The data:
────────────────────────────────────────
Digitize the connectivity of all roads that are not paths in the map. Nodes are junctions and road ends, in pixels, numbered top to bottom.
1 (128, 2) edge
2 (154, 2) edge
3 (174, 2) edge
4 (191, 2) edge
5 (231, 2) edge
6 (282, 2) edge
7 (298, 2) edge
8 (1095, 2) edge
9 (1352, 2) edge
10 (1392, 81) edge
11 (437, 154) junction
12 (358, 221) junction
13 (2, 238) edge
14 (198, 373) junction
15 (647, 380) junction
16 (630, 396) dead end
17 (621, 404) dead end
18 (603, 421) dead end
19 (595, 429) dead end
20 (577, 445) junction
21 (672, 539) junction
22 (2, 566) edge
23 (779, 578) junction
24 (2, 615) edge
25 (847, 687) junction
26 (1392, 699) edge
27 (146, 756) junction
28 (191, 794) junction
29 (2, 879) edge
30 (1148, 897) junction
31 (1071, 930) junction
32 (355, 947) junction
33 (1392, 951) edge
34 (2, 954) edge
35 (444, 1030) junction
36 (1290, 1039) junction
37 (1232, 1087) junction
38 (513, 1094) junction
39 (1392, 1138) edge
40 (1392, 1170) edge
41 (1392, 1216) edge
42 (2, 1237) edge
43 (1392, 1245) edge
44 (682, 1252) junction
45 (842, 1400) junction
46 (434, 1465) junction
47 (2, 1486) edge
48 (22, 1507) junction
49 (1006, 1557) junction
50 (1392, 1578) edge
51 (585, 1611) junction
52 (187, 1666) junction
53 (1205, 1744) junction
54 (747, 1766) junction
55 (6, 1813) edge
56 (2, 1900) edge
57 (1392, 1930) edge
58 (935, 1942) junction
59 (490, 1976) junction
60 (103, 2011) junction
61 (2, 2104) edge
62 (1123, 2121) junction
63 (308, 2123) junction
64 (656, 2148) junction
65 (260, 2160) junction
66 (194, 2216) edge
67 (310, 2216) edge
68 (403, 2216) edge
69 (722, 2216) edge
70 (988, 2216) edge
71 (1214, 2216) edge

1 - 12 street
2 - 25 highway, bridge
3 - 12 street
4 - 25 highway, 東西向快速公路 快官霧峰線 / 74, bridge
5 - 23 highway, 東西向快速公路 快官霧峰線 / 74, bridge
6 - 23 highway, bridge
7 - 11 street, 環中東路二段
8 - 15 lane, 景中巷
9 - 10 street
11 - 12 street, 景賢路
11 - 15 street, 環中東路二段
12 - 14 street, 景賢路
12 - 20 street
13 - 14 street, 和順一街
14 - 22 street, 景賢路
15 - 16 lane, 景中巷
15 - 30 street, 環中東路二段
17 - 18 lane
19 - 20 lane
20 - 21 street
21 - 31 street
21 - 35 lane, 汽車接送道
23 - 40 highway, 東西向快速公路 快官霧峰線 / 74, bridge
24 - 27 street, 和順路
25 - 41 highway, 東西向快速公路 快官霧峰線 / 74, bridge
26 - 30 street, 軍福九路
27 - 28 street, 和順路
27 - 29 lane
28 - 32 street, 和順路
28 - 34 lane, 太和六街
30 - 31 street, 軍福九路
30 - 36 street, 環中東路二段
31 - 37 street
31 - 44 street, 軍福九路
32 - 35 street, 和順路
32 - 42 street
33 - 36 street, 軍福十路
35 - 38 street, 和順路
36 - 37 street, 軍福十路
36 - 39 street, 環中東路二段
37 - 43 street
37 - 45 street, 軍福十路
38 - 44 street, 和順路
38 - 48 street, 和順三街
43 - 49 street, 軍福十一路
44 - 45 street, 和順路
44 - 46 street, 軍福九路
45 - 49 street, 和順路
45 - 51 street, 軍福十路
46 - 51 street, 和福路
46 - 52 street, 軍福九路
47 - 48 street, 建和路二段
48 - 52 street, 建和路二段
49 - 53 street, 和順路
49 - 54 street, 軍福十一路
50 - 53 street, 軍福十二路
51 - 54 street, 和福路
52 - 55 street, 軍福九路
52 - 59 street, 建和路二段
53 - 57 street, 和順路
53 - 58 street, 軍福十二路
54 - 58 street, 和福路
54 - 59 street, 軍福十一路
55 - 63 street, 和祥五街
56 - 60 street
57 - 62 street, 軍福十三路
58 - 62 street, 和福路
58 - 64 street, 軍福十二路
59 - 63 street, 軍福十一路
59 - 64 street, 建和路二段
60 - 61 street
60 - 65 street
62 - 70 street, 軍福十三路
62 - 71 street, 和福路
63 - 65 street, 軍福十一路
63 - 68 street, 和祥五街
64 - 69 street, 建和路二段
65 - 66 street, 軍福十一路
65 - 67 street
────────────────────────────────────────
What is being asked: Retype each of the records, word for word, with nothing added or dropped.

Answer to the problem:
Digitize the connectivity of all roads that are not paths in the map. Nodes are junctions and road ends, in pixels, numbered top to bottom.
1 (128, 2) edge
2 (154, 2) edge
3 (174, 2) edge
4 (191, 2) edge
5 (231, 2) edge
6 (282, 2) edge
7 (298, 2) edge
8 (1095, 2) edge
9 (1352, 2) edge
10 (1392, 81) edge
11 (437, 154) junction
12 (358, 221) junction
13 (2, 238) edge
14 (198, 373) junction
15 (647, 380) junction
16 (630, 396) dead end
17 (621, 404) dead end
18 (603, 421) dead end
19 (595, 429) dead end
20 (577, 445) junction
21 (672, 539) junction
22 (2, 566) edge
23 (779, 578) junction
24 (2, 615) edge
25 (847, 687) junction
26 (1392, 699) edge
27 (146, 756) junction
28 (191, 794) junction
29 (2, 879) edge
30 (1148, 897) junction
31 (1071, 930) junction
32 (355, 947) junction
33 (1392, 951) edge
34 (2, 954) edge
35 (444, 1030) junction
36 (1290, 1039) junction
37 (1232, 1087) junction
38 (513, 1094) junction
39 (1392, 1138) edge
40 (1392, 1170) edge
41 (1392, 1216) edge
42 (2, 1237) edge
43 (1392, 1245) edge
44 (682, 1252) junction
45 (842, 1400) junction
46 (434, 1465) junction
47 (2, 1486) edge
48 (22, 1507) junction
49 (1006, 1557) junction
50 (1392, 1578) edge
51 (585, 1611) junction
52 (187, 1666) junction
53 (1205, 1744) junction
54 (747, 1766) junction
55 (6, 1813) edge
56 (2, 1900) edge
57 (1392, 1930) edge
58 (935, 1942) junction
59 (490, 1976) junction
60 (103, 2011) junction
61 (2, 2104) edge
62 (1123, 2121) junction
63 (308, 2123) junction
64 (656, 2148) junction
65 (260, 2160) junction
66 (194, 2216) edge
67 (310, 2216) edge
68 (403, 2216) edge
69 (722, 2216) edge
70 (988, 2216) edge
71 (1214, 2216) edge

1 - 12 street
2 - 25 highway, bridge
3 - 12 street
4 - 25 highway, 東西向快速公路 快官霧峰線 / 74, bridge
5 - 23 highway, 東西向快速公路 快官霧峰線 / 74, bridge
6 - 23 highway, bridge
7 - 11 street, 環中東路二段
8 - 15 lane, 景中巷
9 - 10 street
11 - 12 street, 景賢路
11 - 15 street, 環中東路二段
12 - 14 street, 景賢路
12 - 20 street
13 - 14 street, 和順一街
14 - 22 street, 景賢路
15 - 16 lane, 景中巷
15 - 30 street, 環中東路二段
17 - 18 lane
19 - 20 lane
20 - 21 street
21 - 31 street
21 - 35 lane, 汽車接送道
23 - 40 highway, 東西向快速公路 快官霧峰線 / 74, bridge
24 - 27 street, 和順路
25 - 41 highway, 東西向快速公路 快官霧峰線 / 74, bridge
26 - 30 street, 軍福九路
27 - 28 street, 和順路
27 - 29 lane
28 - 32 street, 和順路
28 - 34 lane, 太和六街
30 - 31 street, 軍福九路
30 - 36 street, 環中東路二段
31 - 37 street
31 - 44 street, 軍福九路
32 - 35 street, 和順路
32 - 42 street
33 - 36 street, 軍福十路
35 - 38 street, 和順路
36 - 37 street, 軍福十路
36 - 39 street, 環中東路二段
37 - 43 street
37 - 45 street, 軍福十路
38 - 44 street, 和順路
38 - 48 street, 和順三街
43 - 49 street, 軍福十一路
44 - 45 street, 和順路
44 - 46 street, 軍福九路
45 - 49 street, 和順路
45 - 51 street, 軍福十路
46 - 51 street, 和福路
46 - 52 street, 軍福九路
47 - 48 street, 建和路二段
48 - 52 street, 建和路二段
49 - 53 street, 和順路
49 - 54 street, 軍福十一路
50 - 53 street, 軍福十二路
51 - 54 street, 和福路
52 - 55 street, 軍福九路
52 - 59 street, 建和路二段
53 - 57 street, 和順路
53 - 58 street, 軍福十二路
54 - 58 street, 和福路
54 - 59 street, 軍福十一路
55 - 63 street, 和祥五街
56 - 60 street
57 - 62 street, 軍福十三路
58 - 62 street, 和福路
58 - 64 street, 軍福十二路
59 - 63 street, 軍福十一路
59 - 64 street, 建和路二段
60 - 61 street
60 - 65 street
62 - 70 street, 軍福十三路
62 - 71 street, 和福路
63 - 65 street, 軍福十一路
63 - 68 street, 和祥五街
64 - 69 street, 建和路二段
65 - 66 street, 軍福十一路
65 - 67 street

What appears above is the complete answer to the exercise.